ACTIVITY:
Please repeat, exactly as written, the line containing "- 2026 ChorusMedia</text>" and every line after it through the end of the records below.

Collected data:
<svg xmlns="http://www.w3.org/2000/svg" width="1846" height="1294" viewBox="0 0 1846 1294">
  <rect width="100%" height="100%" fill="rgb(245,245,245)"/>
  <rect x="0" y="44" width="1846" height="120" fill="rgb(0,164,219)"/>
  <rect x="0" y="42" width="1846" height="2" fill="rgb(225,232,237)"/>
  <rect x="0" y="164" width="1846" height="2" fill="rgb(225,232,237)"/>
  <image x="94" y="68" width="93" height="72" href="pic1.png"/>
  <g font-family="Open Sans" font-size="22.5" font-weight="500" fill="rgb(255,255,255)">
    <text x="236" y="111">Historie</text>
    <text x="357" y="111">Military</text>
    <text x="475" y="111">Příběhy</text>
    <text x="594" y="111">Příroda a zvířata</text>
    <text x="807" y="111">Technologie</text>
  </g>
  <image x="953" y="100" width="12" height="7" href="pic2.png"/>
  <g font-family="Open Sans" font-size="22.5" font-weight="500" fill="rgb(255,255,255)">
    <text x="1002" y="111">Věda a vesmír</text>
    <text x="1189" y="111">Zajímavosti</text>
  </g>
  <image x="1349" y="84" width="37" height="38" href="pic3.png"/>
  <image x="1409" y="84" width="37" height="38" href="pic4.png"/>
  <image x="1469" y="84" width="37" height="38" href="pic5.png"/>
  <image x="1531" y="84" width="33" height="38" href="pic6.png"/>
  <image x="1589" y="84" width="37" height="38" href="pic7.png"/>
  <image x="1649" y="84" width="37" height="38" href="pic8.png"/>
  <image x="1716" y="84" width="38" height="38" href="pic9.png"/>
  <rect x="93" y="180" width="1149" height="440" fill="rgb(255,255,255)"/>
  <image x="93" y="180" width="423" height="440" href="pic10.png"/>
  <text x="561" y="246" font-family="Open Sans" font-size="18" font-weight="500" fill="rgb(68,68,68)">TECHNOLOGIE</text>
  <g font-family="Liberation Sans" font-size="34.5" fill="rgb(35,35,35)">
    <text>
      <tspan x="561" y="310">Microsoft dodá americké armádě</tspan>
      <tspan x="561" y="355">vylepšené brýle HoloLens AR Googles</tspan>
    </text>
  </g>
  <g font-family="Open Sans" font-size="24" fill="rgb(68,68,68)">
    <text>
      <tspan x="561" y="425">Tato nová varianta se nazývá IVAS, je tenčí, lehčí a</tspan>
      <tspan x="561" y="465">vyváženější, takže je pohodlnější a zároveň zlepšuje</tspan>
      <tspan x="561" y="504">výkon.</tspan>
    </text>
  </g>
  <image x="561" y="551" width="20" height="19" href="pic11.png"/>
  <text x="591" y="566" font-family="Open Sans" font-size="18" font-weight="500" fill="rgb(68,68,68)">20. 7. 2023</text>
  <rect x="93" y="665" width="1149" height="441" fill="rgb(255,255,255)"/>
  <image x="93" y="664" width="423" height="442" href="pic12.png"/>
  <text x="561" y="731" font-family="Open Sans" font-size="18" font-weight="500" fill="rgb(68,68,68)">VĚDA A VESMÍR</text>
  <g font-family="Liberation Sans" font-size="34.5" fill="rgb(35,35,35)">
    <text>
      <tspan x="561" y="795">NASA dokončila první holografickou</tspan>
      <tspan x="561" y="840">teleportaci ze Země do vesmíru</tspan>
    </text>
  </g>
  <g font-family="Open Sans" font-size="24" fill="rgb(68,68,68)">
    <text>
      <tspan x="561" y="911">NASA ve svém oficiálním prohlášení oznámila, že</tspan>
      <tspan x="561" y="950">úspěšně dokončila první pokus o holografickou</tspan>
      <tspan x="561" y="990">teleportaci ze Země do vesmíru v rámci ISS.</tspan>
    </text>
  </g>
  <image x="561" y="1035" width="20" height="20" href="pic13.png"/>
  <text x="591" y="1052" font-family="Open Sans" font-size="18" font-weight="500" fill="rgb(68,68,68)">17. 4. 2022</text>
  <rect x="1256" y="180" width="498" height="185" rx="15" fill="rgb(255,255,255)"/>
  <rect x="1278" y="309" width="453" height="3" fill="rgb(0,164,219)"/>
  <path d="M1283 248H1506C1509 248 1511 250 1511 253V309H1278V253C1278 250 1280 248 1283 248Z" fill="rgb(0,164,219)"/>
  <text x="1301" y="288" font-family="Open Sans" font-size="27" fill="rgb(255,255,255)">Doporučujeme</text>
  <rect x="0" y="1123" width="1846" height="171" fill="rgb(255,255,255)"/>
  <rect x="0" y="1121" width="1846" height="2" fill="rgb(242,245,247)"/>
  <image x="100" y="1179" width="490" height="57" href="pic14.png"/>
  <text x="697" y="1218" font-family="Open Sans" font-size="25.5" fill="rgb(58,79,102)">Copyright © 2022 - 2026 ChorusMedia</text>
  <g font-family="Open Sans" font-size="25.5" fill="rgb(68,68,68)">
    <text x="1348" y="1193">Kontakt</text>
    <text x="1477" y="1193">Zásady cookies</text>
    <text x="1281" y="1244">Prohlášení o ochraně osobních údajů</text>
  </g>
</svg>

TASK SOLUTION:
  <text x="697" y="1218" font-family="Open Sans" font-size="25.5" fill="rgb(58,79,102)">Copyright © 2022 - 2026 ChorusMedia</text>
  <g font-family="Open Sans" font-size="25.5" fill="rgb(68,68,68)">
    <text x="1348" y="1193">Kontakt</text>
    <text x="1477" y="1193">Zásady cookies</text>
    <text x="1281" y="1244">Prohlášení o ochraně osobních údajů</text>
  </g>
</svg>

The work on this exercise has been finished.